Meski begitu, dia menyebut, pemerintah dan DPR berupaya mengkaji bentuk stimulus yang dibutuhkan masyarakat Kepada menghadapi Dampak domino kenaikan harga BBM.

“Yang Niscaya biasanya masyarakat yang menggunakan Pertamax itu kan masyarakat-masyarakat yang berimpitan dengan Pertalite. Nah kita Ingin pastikan apa sih yang mereka butuhkan sebagai stimulus,” tuturnya.

Sementara itu, Menteri Keuangan Purbaya Yudhi Sadewa berpendapat Akibat kenaikan harga BBM jenis Pertamax terhadap inflasi relatif terbatas.

“(Akibat ke inflasi) Harusnya relatif minim kan.
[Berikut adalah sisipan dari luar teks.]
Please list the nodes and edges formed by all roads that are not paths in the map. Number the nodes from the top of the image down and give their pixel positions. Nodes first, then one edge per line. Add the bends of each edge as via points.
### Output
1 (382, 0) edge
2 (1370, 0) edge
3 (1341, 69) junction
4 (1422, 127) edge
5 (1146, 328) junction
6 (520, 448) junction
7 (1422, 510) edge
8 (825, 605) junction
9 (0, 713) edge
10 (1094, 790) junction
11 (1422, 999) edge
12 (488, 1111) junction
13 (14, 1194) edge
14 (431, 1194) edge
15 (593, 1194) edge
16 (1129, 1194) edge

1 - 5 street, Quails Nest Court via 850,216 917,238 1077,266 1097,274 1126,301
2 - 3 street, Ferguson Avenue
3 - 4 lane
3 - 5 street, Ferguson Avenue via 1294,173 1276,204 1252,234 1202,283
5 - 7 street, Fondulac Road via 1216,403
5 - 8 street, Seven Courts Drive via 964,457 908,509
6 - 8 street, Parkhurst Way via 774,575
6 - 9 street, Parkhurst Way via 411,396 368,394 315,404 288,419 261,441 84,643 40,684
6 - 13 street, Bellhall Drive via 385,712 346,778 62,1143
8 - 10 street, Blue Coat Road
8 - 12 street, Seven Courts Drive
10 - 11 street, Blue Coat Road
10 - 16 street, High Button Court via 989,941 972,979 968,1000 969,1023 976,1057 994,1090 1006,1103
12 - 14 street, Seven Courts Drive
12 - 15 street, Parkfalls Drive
Karena Pertamax nggak dipakai buat angkutan barang dan angkutan Biasa,” kata Purbaya di Kompleks Parlemen, Jakarta, Rabu.

Adapun terkait mekanisme kuota BBM bersubsidi, Purbaya enggan berkomentar lebih lanjut dan menyerahkan wewenang sepenuhnya kepada Menteri Daya dan Sumber Daya Mineral (ESDM) Bahlil Lahadalia.

Pertamina Patra Niaga mengumumkan kenaikan harga produk bahan bakar minyak jenis Pertamax dan Pertamax Green mulai 10 Juni 2026.

Menurut siaran pers perusahaan yang diterima di Jakarta pada Selasa (9/6), mulai 10 Juni 2026 harga bahan bakar non-subsidi Pertamax (RON 92) naik dari Rp12.300 menjadi Rp16.250 per liter dan Pertamax Green 95 (RON 95) naik dari Rp12.900 menjadi Rp17.000 per liter.

Perusahaan memastikan keamanan pasokan BBM di jaringan stasiun pengisian bahan bakar Biasa (SPBU) Punya Pertamina di seluruh Indonesia.

Perusahaan menyampaikan bahwa harga produk bahan bakar Pertamina selain Pertamax dan Pertamax Green Enggak naik.

Harga produk bahan bakar non-subsidi Pertamax Turbo (RON 98) tetap Rp20.750 per liter, Dexlite (CN 51) tetap Rp23.000 per liter, dan Pertamina Dex (CN 53) tetap Rp24.800 per liter.

Bahan bakar minyak bersubsidi jenis Pertalite tetap dipasarkan dengan harga Rp10 ribu per liter dan Biosolar harganya Lagi Rp6.800 per liter.